• PROBLEM: What lines in the listing include "between"? Return a copy of each.

• INPUT DATA:

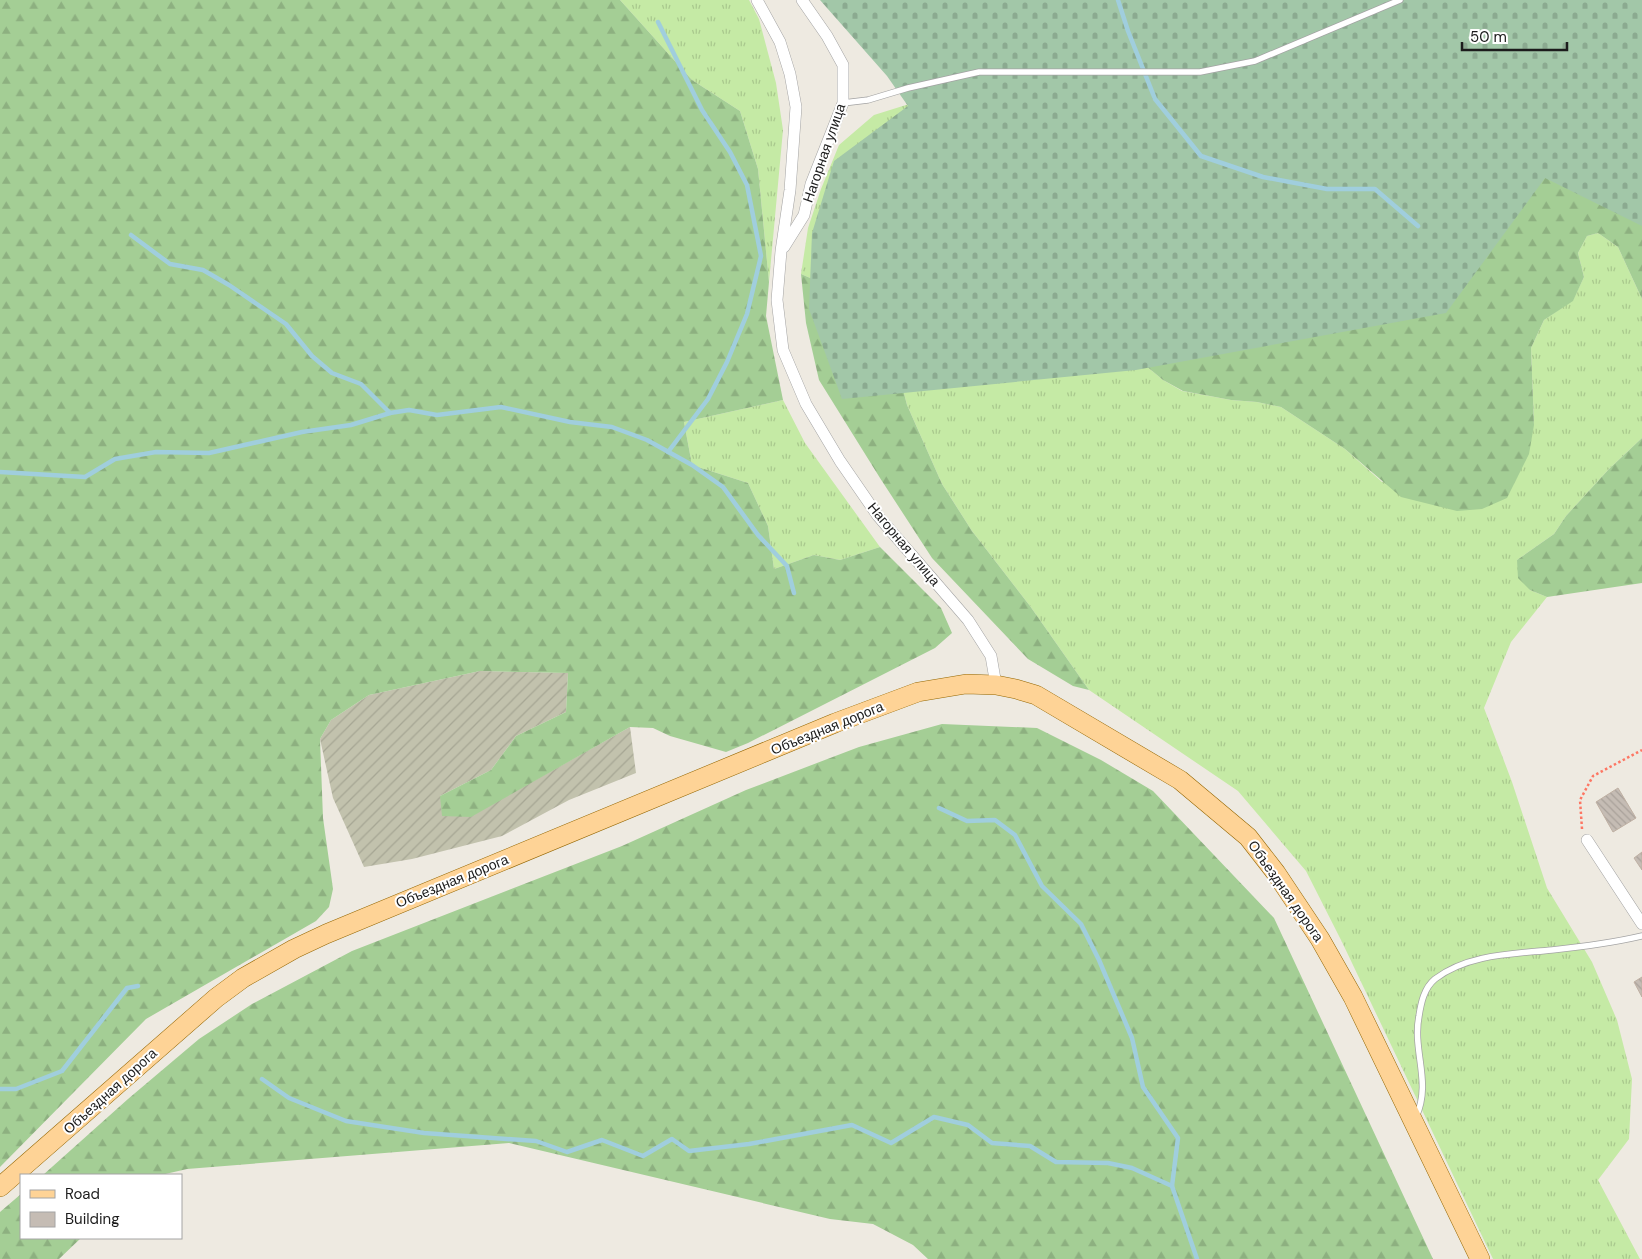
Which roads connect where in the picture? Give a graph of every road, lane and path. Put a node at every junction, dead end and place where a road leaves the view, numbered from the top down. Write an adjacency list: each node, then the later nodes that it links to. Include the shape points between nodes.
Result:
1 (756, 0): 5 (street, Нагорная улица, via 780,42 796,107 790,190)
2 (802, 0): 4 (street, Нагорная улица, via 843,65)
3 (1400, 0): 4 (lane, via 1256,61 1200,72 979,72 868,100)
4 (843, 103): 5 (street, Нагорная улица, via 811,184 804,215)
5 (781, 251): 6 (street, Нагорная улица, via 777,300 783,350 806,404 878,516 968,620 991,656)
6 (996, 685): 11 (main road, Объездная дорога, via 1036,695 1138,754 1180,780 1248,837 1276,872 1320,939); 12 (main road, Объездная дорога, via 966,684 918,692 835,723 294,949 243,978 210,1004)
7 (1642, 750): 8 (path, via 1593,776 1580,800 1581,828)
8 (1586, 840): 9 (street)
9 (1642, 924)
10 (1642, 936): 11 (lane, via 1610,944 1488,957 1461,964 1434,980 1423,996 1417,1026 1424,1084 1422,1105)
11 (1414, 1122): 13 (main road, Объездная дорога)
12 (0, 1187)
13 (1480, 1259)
==
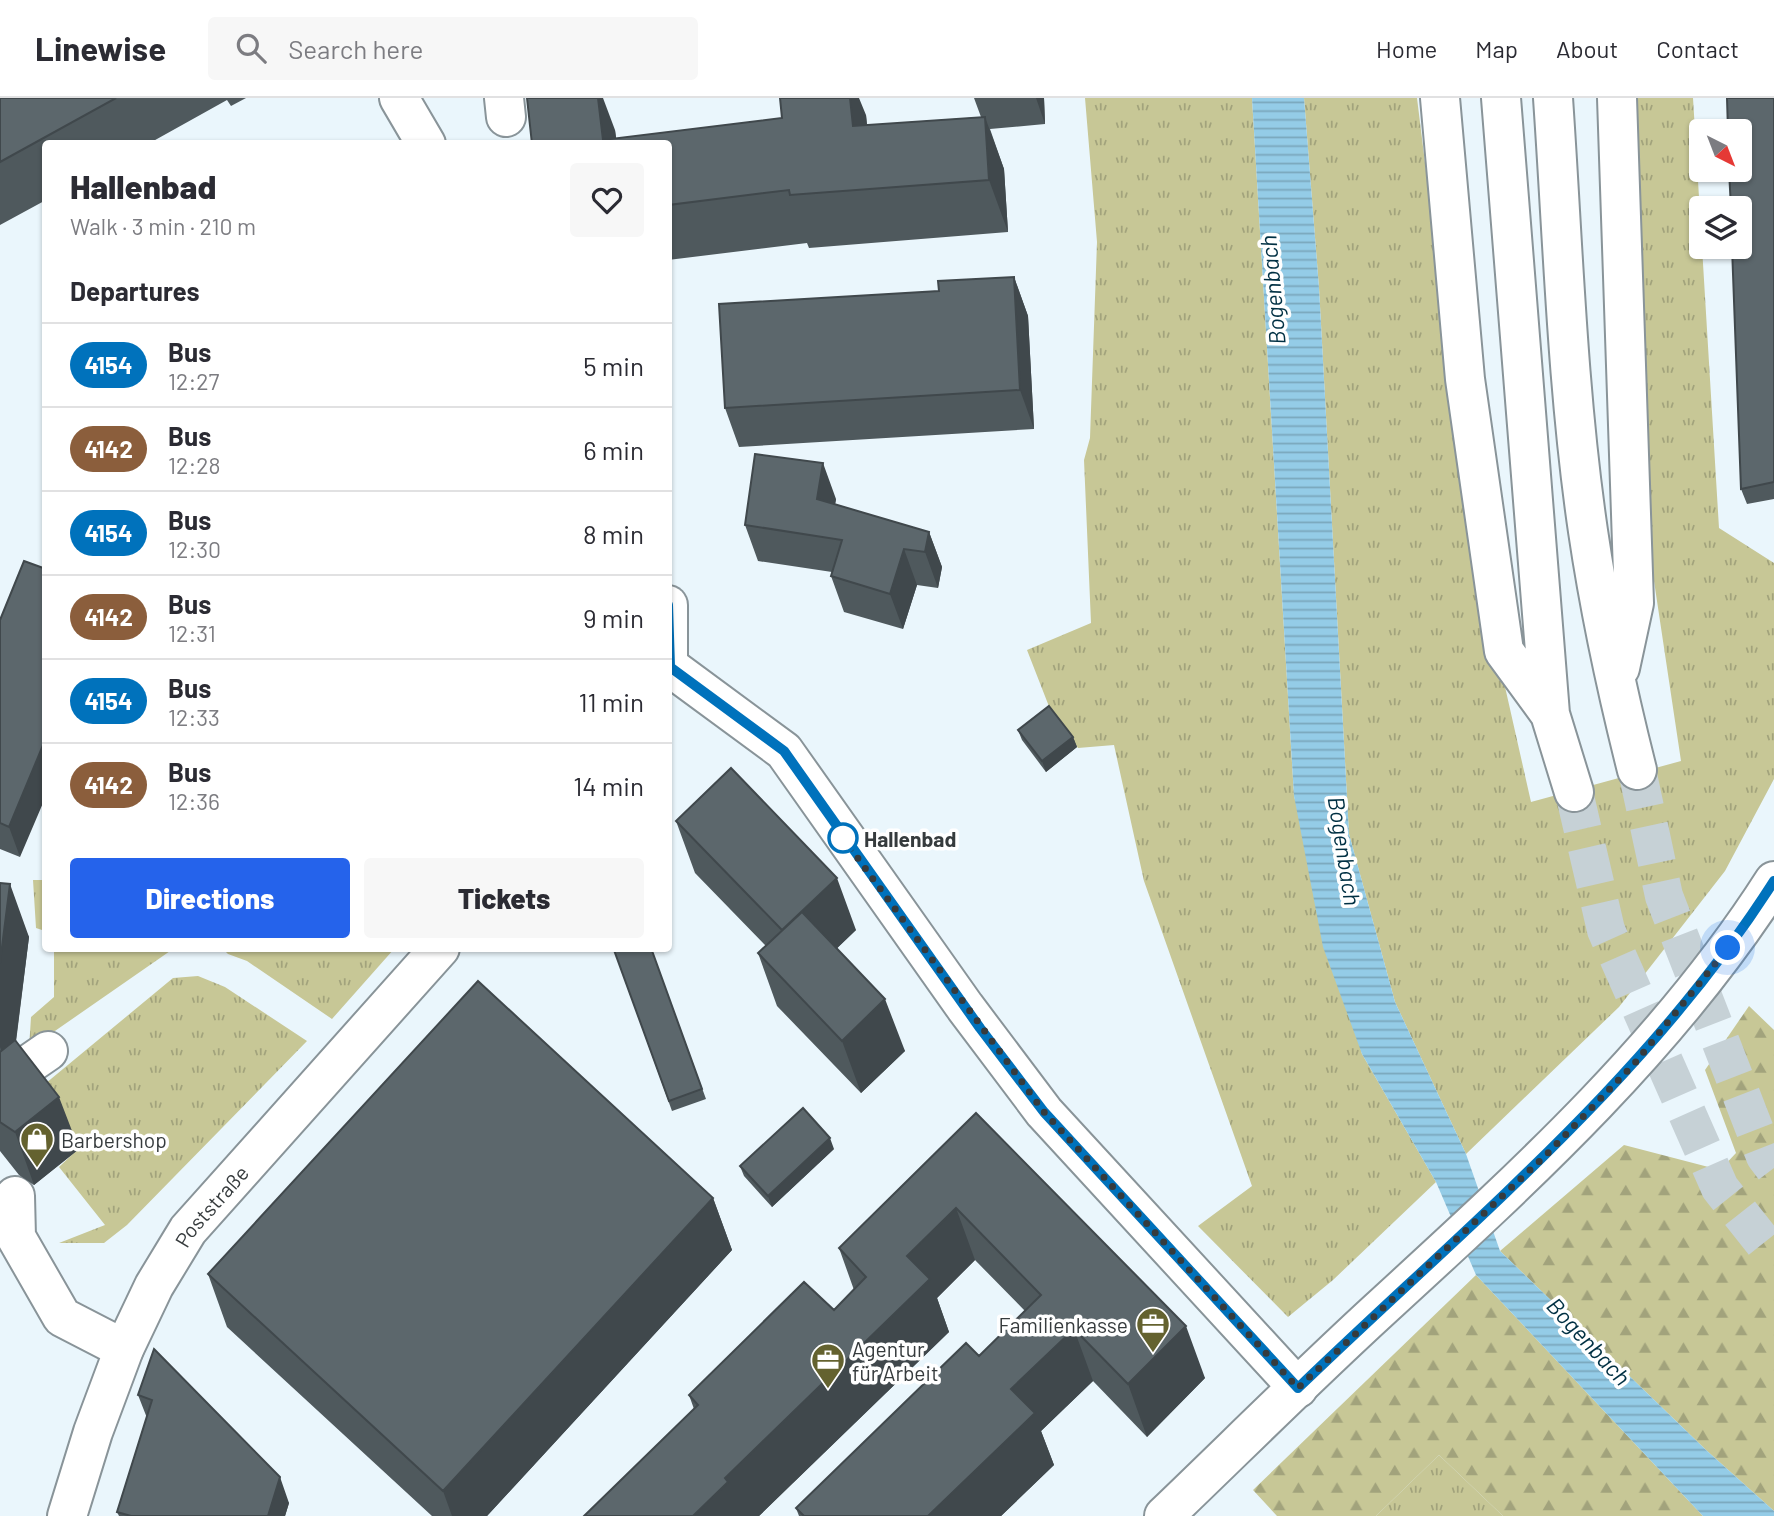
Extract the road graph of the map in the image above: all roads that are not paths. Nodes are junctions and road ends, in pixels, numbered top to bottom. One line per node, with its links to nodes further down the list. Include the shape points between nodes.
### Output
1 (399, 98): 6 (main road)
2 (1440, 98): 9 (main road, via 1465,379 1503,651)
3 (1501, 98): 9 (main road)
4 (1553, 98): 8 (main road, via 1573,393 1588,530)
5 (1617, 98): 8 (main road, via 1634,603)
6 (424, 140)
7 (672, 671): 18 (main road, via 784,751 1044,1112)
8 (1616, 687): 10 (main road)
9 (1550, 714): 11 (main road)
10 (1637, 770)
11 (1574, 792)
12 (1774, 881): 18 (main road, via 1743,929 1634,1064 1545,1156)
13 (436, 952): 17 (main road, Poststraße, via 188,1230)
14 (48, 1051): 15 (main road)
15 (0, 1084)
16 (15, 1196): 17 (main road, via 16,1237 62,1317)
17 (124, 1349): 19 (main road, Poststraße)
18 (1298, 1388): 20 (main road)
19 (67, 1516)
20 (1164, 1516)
==
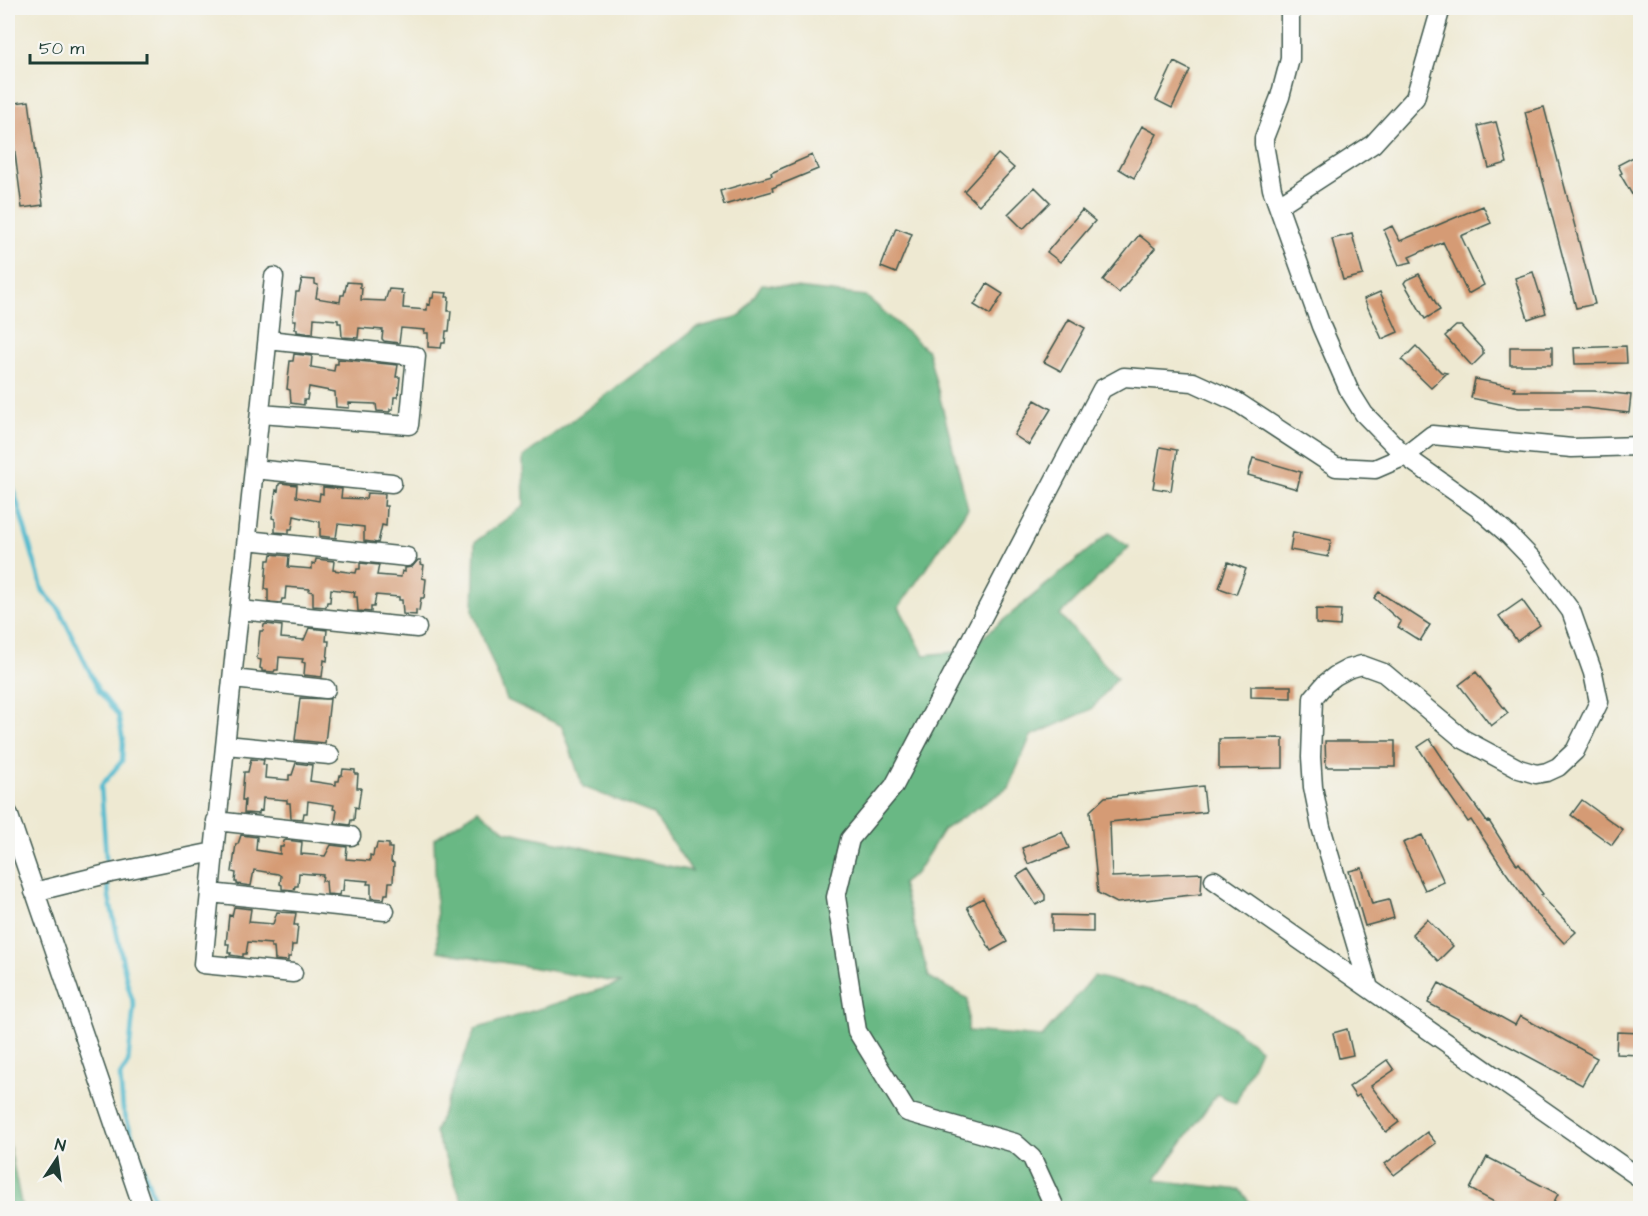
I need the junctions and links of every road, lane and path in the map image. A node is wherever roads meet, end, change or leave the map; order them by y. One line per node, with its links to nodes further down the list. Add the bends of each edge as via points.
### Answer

• RESULT:
Which roads connect where in the picture? Give a graph of every road, lane and path. Put a node at every junction, dead end and place where a road leaves the view, numbered from the top down. Write an adjacency list: each node, then the later nodes that it links to. Include the shape points between nodes.
Extract the road graph of the map in the image above: all roads that are not paths. Nodes are junctions and road ends, in pixels, numbered top to bottom. One line per node, with its links to nodes further down the list. Include the shape points between nodes.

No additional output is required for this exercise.